Insert character name here is in this movie." Which aside from Harley Quinn they really didn't do. Even with Black Mask people were freaking out that he wouldn't wear a mask at all until the second trailer showcased that he would, which calmed down that issue.
Costumes and the overall aesthetic obviously can't do all the work, the actors need to be well cast and the script needs to be engaging and evoke whichever emotion is necessary at the time, but I do think that brand recognition and iconography play a pretty huge role in garnering at least initial interest in a film. The general audience won't care what characters or the overall aesthetic of things that are unfamiliar look like, but by making radical changes the studio immediately alienates the part of the audience that does know the source material and cherishes it.
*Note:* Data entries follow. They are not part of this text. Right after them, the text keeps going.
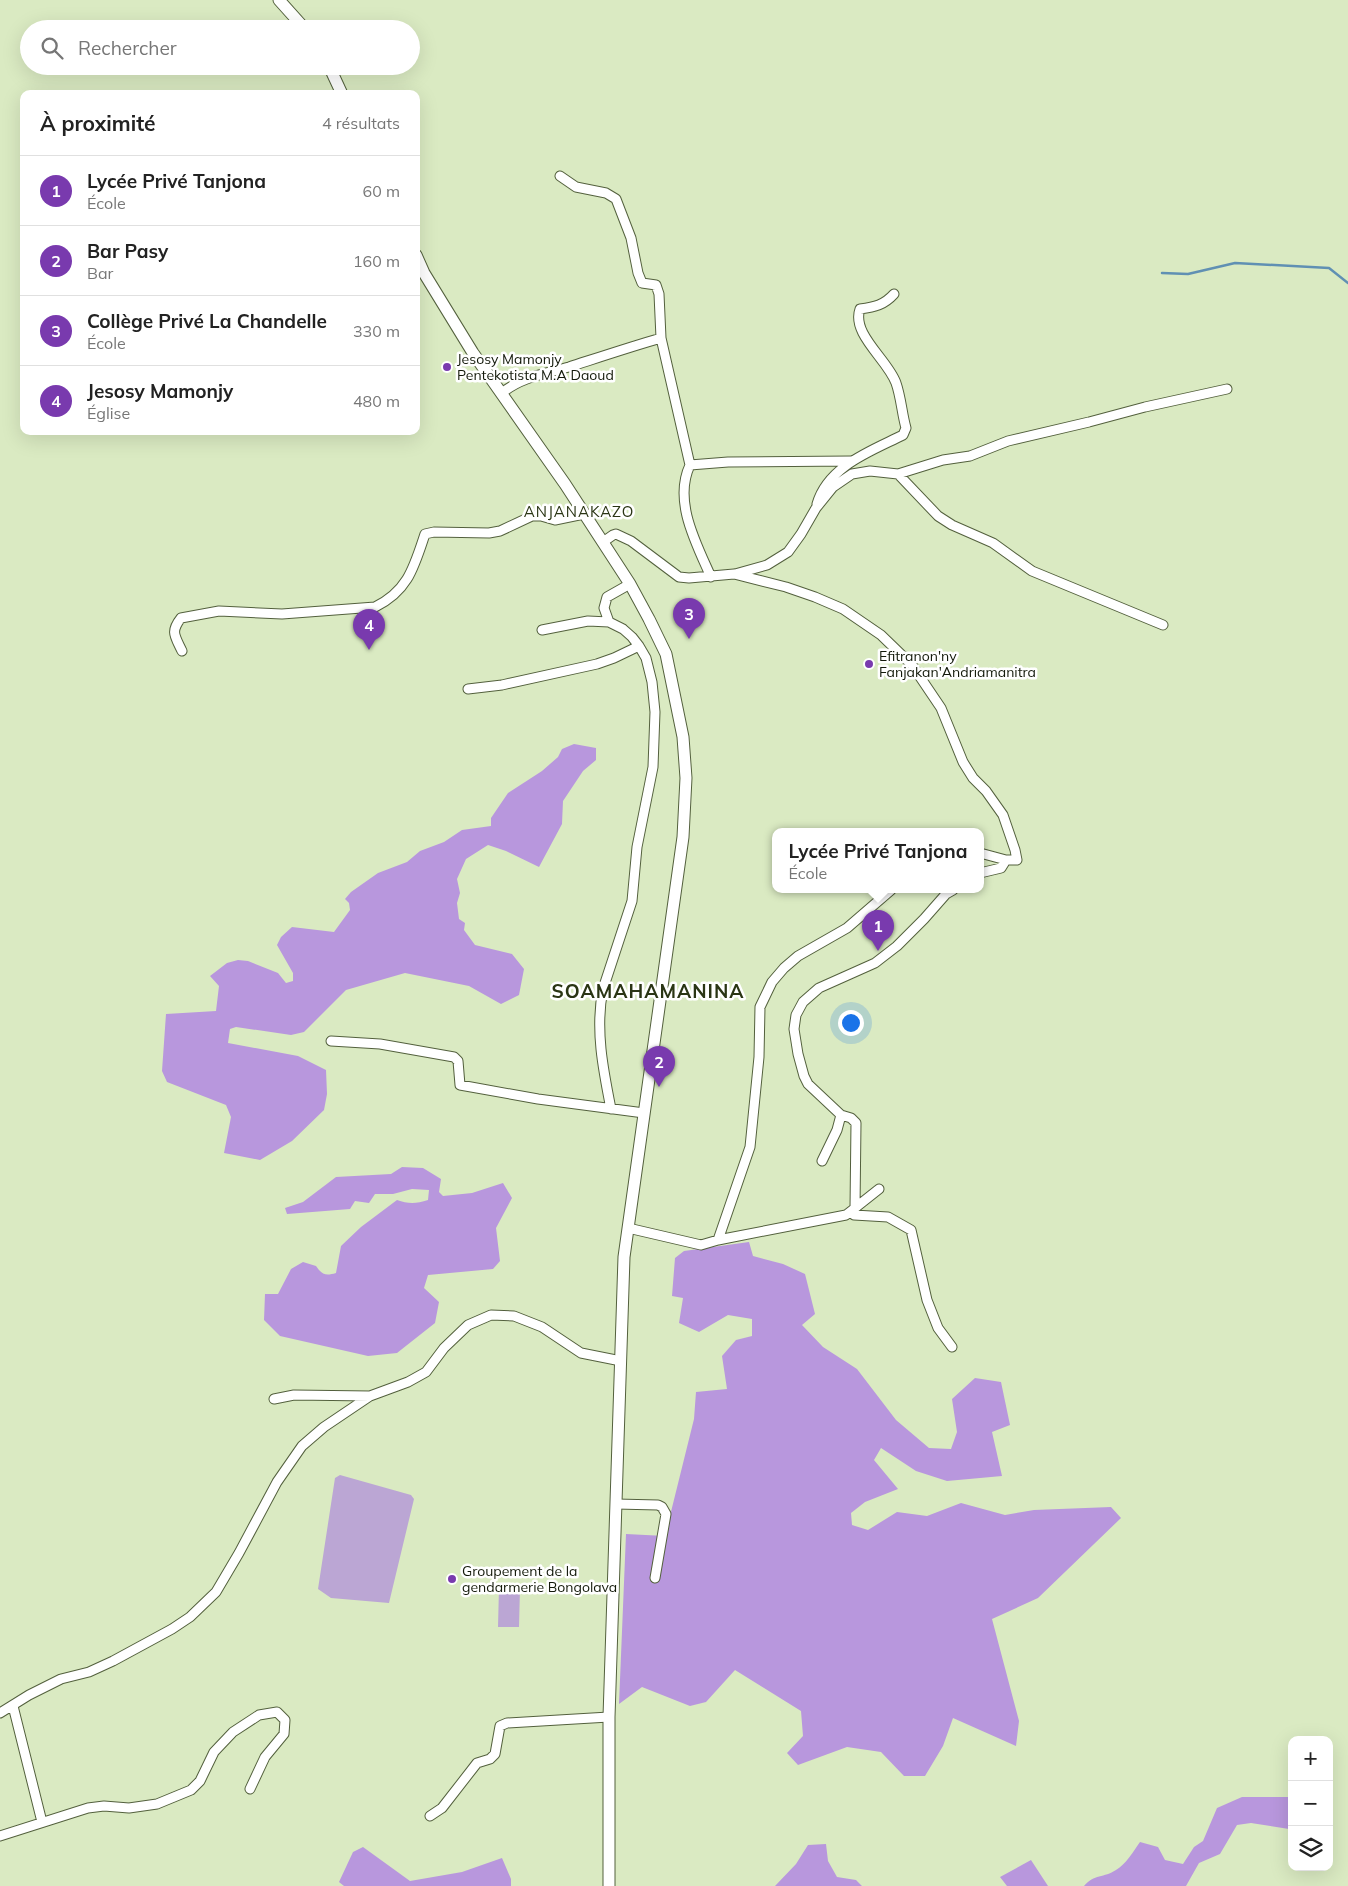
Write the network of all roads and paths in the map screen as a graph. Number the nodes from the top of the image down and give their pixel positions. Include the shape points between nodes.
1 (279, 0) edge
2 (296, 20) edge
3 (333, 75) edge
4 (340, 90) edge
5 (560, 176) dead end
6 (420, 274) edge
7 (894, 294) dead end
8 (661, 338) junction
9 (1227, 389) dead end
10 (502, 393) junction
11 (851, 461) junction
12 (690, 465) junction
13 (898, 474) junction
14 (816, 508) junction
15 (584, 514) junction
16 (603, 542) junction
17 (734, 574) junction
18 (711, 577) junction
19 (630, 584) junction
20 (609, 622) junction
21 (1163, 626) dead end
22 (542, 630) dead end
23 (639, 646) junction
24 (182, 651) dead end
25 (468, 689) dead end
26 (984, 853) edge
27 (1006, 860) junction
28 (984, 872) edge
29 (888, 893) edge
30 (948, 893) edge
31 (331, 1041) dead end
32 (610, 1109) junction
33 (644, 1113) junction
34 (841, 1115) junction
35 (822, 1161) dead end
36 (879, 1189) dead end
37 (852, 1210) junction
38 (628, 1228) junction
39 (718, 1240) junction
40 (952, 1347) dead end
41 (621, 1362) junction
42 (370, 1396) junction
43 (274, 1399) dead end
44 (616, 1504) junction
45 (655, 1578) dead end
46 (12, 1706) junction
47 (0, 1713) edge
48 (610, 1717) junction
49 (250, 1789) dead end
50 (430, 1816) dead end
51 (42, 1822) junction
52 (0, 1836) edge
53 (609, 1886) edge

1 - 2 main road
3 - 4 main road
5 - 8 street via 576,187 606,193 616,199 631,238 642,283 656,285 659,294
6 - 10 main road
7 - 11 street via 878,306 860,309 857,317 862,331 896,382 906,428 903,435
8 - 10 street via 528,378
8 - 12 street
9 - 13 street via 1008,441 970,456 942,460
10 - 15 main road
11 - 12 street
11 - 14 street via 820,492
12 - 18 street via 684,485 690,529
13 - 14 street via 870,471 852,474 832,488
13 - 21 street via 938,516 993,544 1032,571
14 - 17 street via 788,552 767,565
15 - 16 main road
15 - 24 street via 555,520 532,516 489,533 425,534 406,582 386,602 375,607 282,614 219,611 181,618 174,626 174,635
16 - 18 street via 616,534 631,541 679,578
16 - 19 main road
17 - 18 street
17 - 27 street via 786,587 843,609 881,635 912,665 941,708 972,778 1003,815 1017,860
19 - 20 street via 607,597 604,608
19 - 33 main road via 666,654 683,737 686,778 683,837
20 - 22 street via 588,621
20 - 23 street via 623,629
23 - 25 street via 597,664 502,685
23 - 32 street via 646,658 652,682 653,767 637,847 632,901 600,1002 600,1053
26 - 27 street
27 - 28 street via 1001,868
29 - 39 street via 847,928 798,956 772,982 760,1007 759,1057 750,1147
30 - 34 street via 875,963 818,988 802,1002 794,1029 804,1076 808,1084
31 - 32 street via 380,1044 454,1058 458,1061 460,1085
32 - 33 street
33 - 38 main road
34 - 35 street
34 - 37 street via 856,1123
36 - 37 street
37 - 39 street via 828,1219
37 - 40 street via 854,1215 888,1217 911,1230 927,1300 938,1328
38 - 39 street via 701,1246
38 - 41 main road
41 - 42 street via 581,1353 542,1327 514,1316 491,1315 468,1325 444,1348 426,1372
41 - 44 main road
42 - 43 street via 294,1395
42 - 46 street via 302,1446 277,1482 216,1592 190,1617 113,1661 89,1672 61,1679
44 - 45 street via 662,1506 666,1514
44 - 48 main road
46 - 47 street
46 - 51 street
48 - 50 street via 500,1726 495,1754 477,1763 442,1808
48 - 53 main road
49 - 51 street via 265,1757 284,1734 285,1720 276,1712 259,1715 233,1732 214,1752 200,1780 191,1790 157,1804 88,1808
51 - 52 street

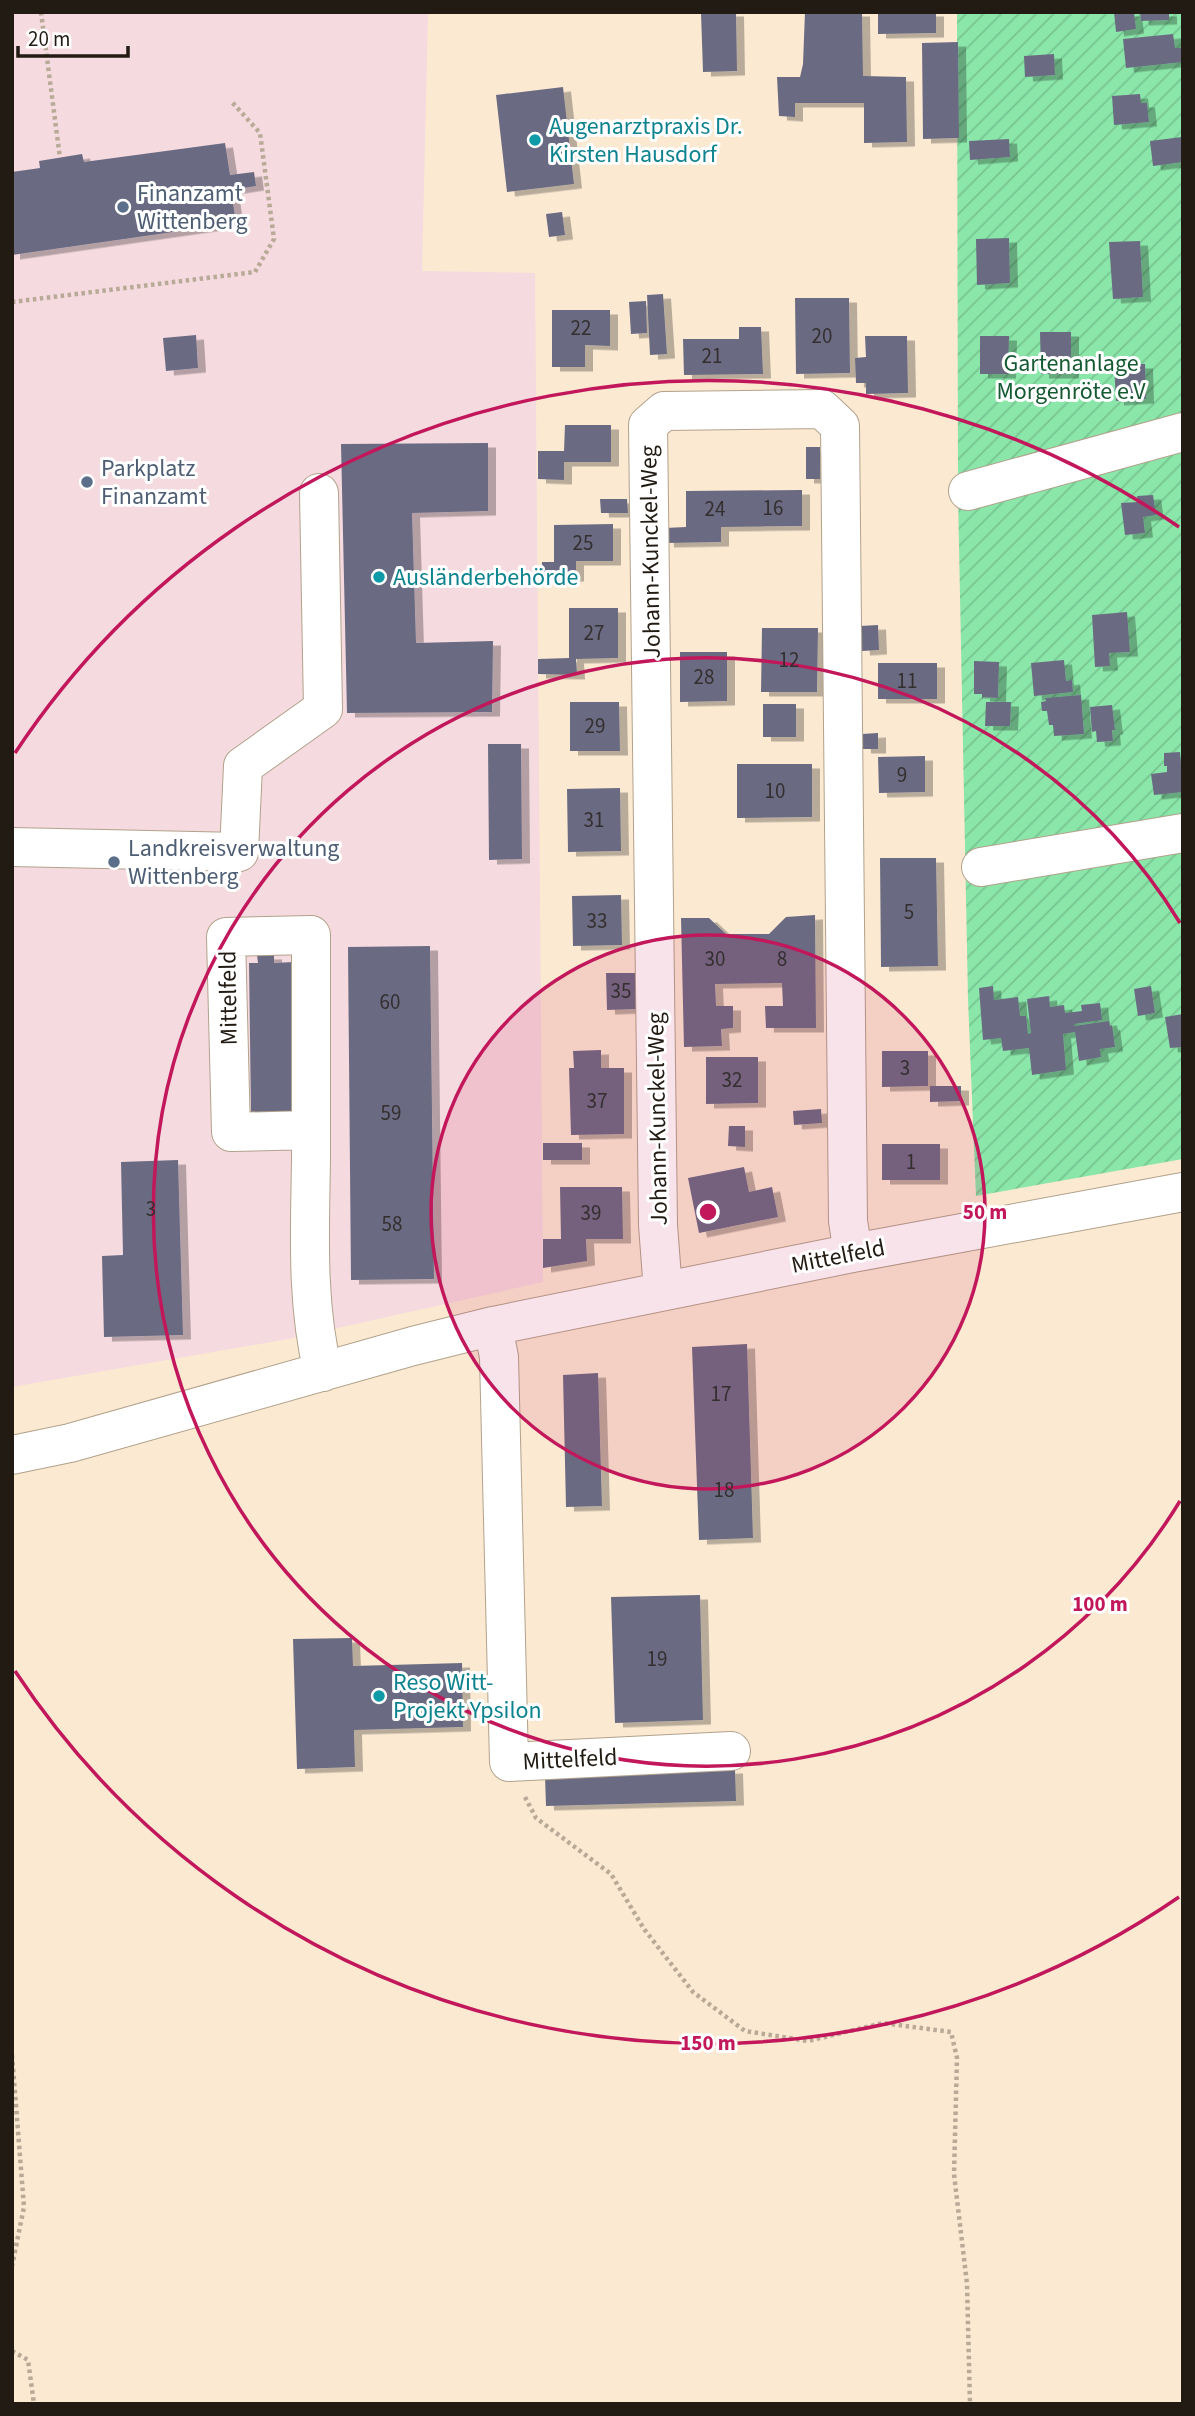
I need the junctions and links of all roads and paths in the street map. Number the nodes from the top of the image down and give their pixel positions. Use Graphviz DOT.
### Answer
graph roads {
  1 [pos="41,12"];
  2 [pos="231,101"];
  3 [pos="60,158"];
  4 [pos="12,302"];
  5 [pos="1183,432"];
  6 [pos="968,491"];
  7 [pos="319,493"];
  8 [pos="1183,833"];
  9 [pos="12,847"];
  10 [pos="981,867"];
  11 [pos="311,1130"];
  12 [pos="1183,1192"];
  13 [pos="852,1253"];
  14 [pos="663,1291"];
  15 [pos="494,1326"];
  16 [pos="323,1372"];
  17 [pos="12,1455"];
  18 [pos="731,1751"];
  19 [pos="509,1762"];
  20 [pos="12,2055"];
  21 [pos="12,2266"];
  22 [pos="12,2351"];
  23 [pos="34,2404"];
  24 [pos="970,2404"];
  1 -- 3 [label="path"];
  2 -- 4 [label="path"];
  5 -- 6 [label="street"];
  7 -- 9 [label="street"];
  8 -- 10 [label="street"];
  11 -- 11 [label="street, Mittelfeld"];
  11 -- 16 [label="street, Mittelfeld"];
  12 -- 13 [label="street, Mittelfeld"];
  13 -- 14 [label="street, Mittelfeld"];
  13 -- 14 [label="street, Johann-Kunckel-Weg"];
  14 -- 15 [label="street, Mittelfeld"];
  15 -- 16 [label="street, Mittelfeld"];
  15 -- 19 [label="street, Mittelfeld"];
  16 -- 17 [label="street, Mittelfeld"];
  18 -- 19 [label="street, Mittelfeld"];
  19 -- 24 [label="path"];
  20 -- 21 [label="path"];
  22 -- 23 [label="path"];
}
You wouldn't promote Harry Potter without his scar or Katniss Everdeen without her bow, so why promote superheroes without their signature looks and accessories?
Granted, not everything translates, but if it was possible to find a happy medium between what works on screen and still accurately represents the character then that is one less thing that people can gripe about. Some of the biggest complaints I saw about this movie from the very beginning was that Black Canary, Huntress and Cassandra were nearly unrecognizable while Harley was praised for her outfits. Dinah and Helena could have easily profited more from different costume and style choices, whereas Cassandra could have easily been named Sin and I think a lot of comic readers would have been more likely to give this movie a chance. After all, let's not forget, we are talking about a movie that is a spiritual, if not direct successor to Suicide Squad, there was no reason to pull their punches on costuming. We already established that Harley lives in a world with a guy in a bat suit and a human crocodile and a witch. I hardly doubt that a woman in a cape or a woman in fishnets would have been too hard to believe.
Sorry for the long-ish post. I am not trying to say that fixing some stylistic "issues" or "departures" would have resulted in a much better financial turnout (which we have yet to see how much it actually earns during its run), but I do think that WB and any other studio that adapts something from a source material automatically alienates a specific part of their audience and allows for skepticism if they deviate from what fans know and love. Adhering and minimally adapting things that may not work for a big movie allows for less scrutiny and simply eliminates one more thing to complain about.
Outfits could never fix any of the other problems this or any other movie may have, but if you are gambling on an R-rated, female-led action movie with a February release then I think the studio should have looked at who all was in their audience, what hurdles they may face and which ones they could have easily eliminated.